Instructions for the task:
The records below must be reproduced exactly. Strip out the pictures.

Collected data entries
━━━━━━━━━━━━━━━━━━━━

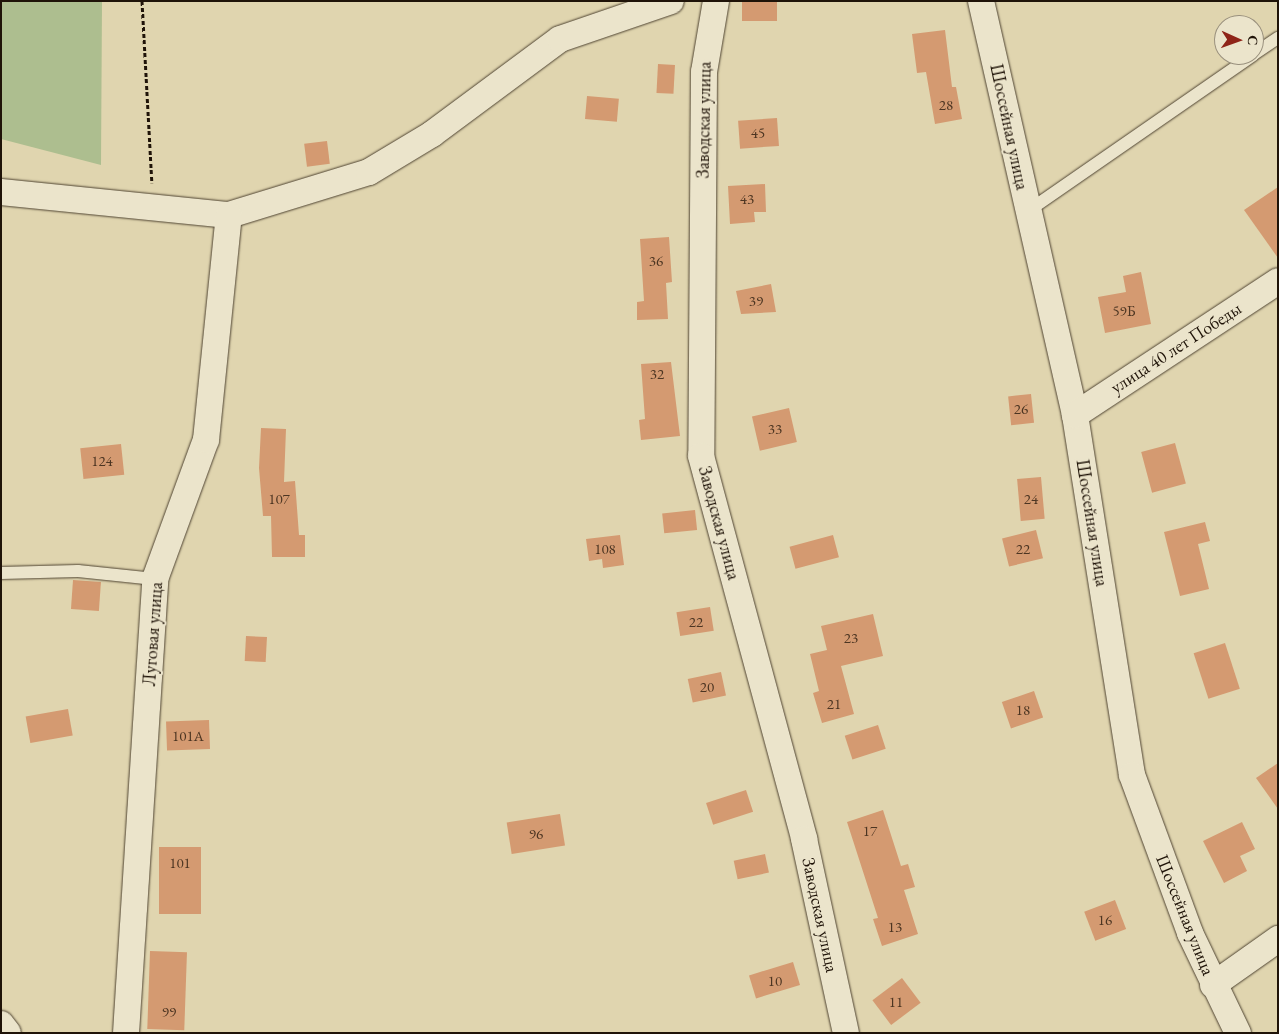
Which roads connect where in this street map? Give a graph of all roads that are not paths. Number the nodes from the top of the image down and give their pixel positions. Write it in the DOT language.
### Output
graph roads {
  1 [pos="671,1"];
  2 [pos="716,1"];
  3 [pos="981,1"];
  4 [pos="1278,38"];
  5 [pos="1264,48"];
  6 [pos="1239,65"];
  7 [pos="1,192"];
  8 [pos="1028,211"];
  9 [pos="229,215"];
  10 [pos="1278,281"];
  11 [pos="1075,415"];
  12 [pos="1,573"];
  13 [pos="155,579"];
  14 [pos="1278,938"];
  15 [pos="1213,985"];
  16 [pos="1,1024"];
  17 [pos="8,1033"];
  18 [pos="126,1033"];
  19 [pos="846,1033"];
  20 [pos="1238,1033"];
  1 -- 9 [label="street"];
  2 -- 19 [label="street, Заводская улица"];
  3 -- 8 [label="street, Шоссейная улица"];
  4 -- 5 [label="lane"];
  6 -- 8 [label="lane"];
  7 -- 9 [label="street"];
  8 -- 11 [label="street, Шоссейная улица"];
  9 -- 13 [label="street, Луговая улица"];
  10 -- 11 [label="street, улица 40 лет Победы"];
  11 -- 15 [label="street, Шоссейная улица"];
  12 -- 13 [label="lane"];
  13 -- 18 [label="street, Луговая улица"];
  14 -- 15 [label="street"];
  15 -- 20 [label="street, Шоссейная улица"];
  16 -- 17 [label="street"];
}
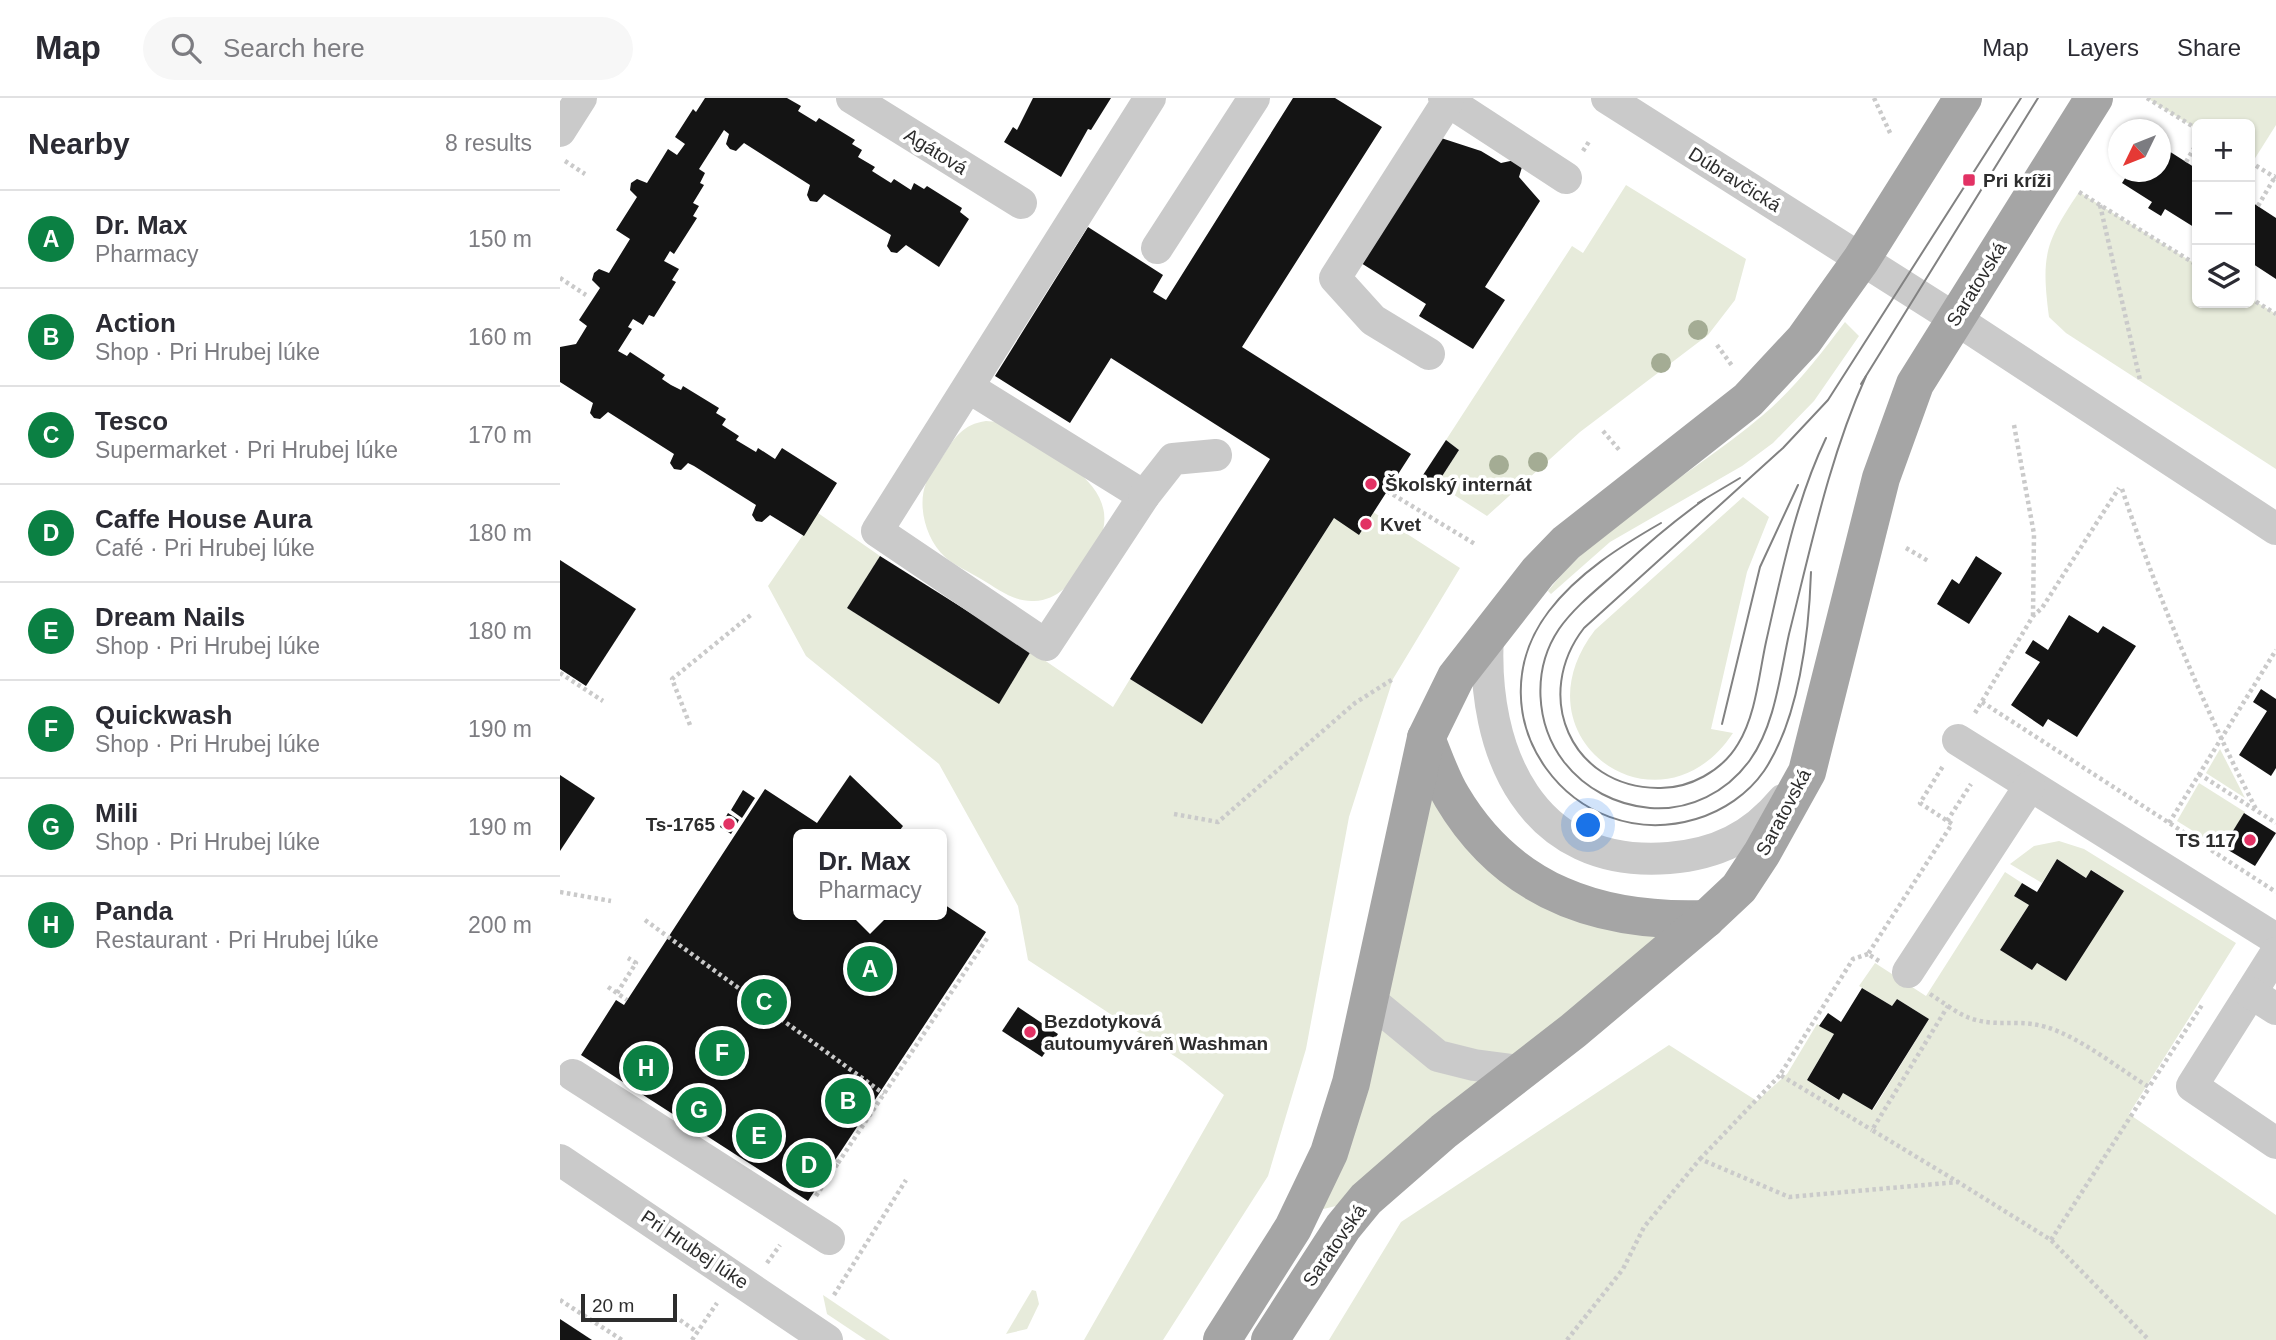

━━━━━━━━━━━━━━━━━━━━

Response area:
Which roads connect where in this street map? Give a graph of all roads that are not paths. Number the nodes from the top of the image down and give their pixel positions. Write it in the DOT language.
### Output
graph roads {
  1 [pos="671,1"];
  2 [pos="716,1"];
  3 [pos="981,1"];
  4 [pos="1278,38"];
  5 [pos="1264,48"];
  6 [pos="1239,65"];
  7 [pos="1,192"];
  8 [pos="1028,211"];
  9 [pos="229,215"];
  10 [pos="1278,281"];
  11 [pos="1075,415"];
  12 [pos="1,573"];
  13 [pos="155,579"];
  14 [pos="1278,938"];
  15 [pos="1213,985"];
  16 [pos="1,1024"];
  17 [pos="8,1033"];
  18 [pos="126,1033"];
  19 [pos="846,1033"];
  20 [pos="1238,1033"];
  1 -- 9 [label="street"];
  2 -- 19 [label="street, Заводская улица"];
  3 -- 8 [label="street, Шоссейная улица"];
  4 -- 5 [label="lane"];
  6 -- 8 [label="lane"];
  7 -- 9 [label="street"];
  8 -- 11 [label="street, Шоссейная улица"];
  9 -- 13 [label="street, Луговая улица"];
  10 -- 11 [label="street, улица 40 лет Победы"];
  11 -- 15 [label="street, Шоссейная улица"];
  12 -- 13 [label="lane"];
  13 -- 18 [label="street, Луговая улица"];
  14 -- 15 [label="street"];
  15 -- 20 [label="street, Шоссейная улица"];
  16 -- 17 [label="street"];
}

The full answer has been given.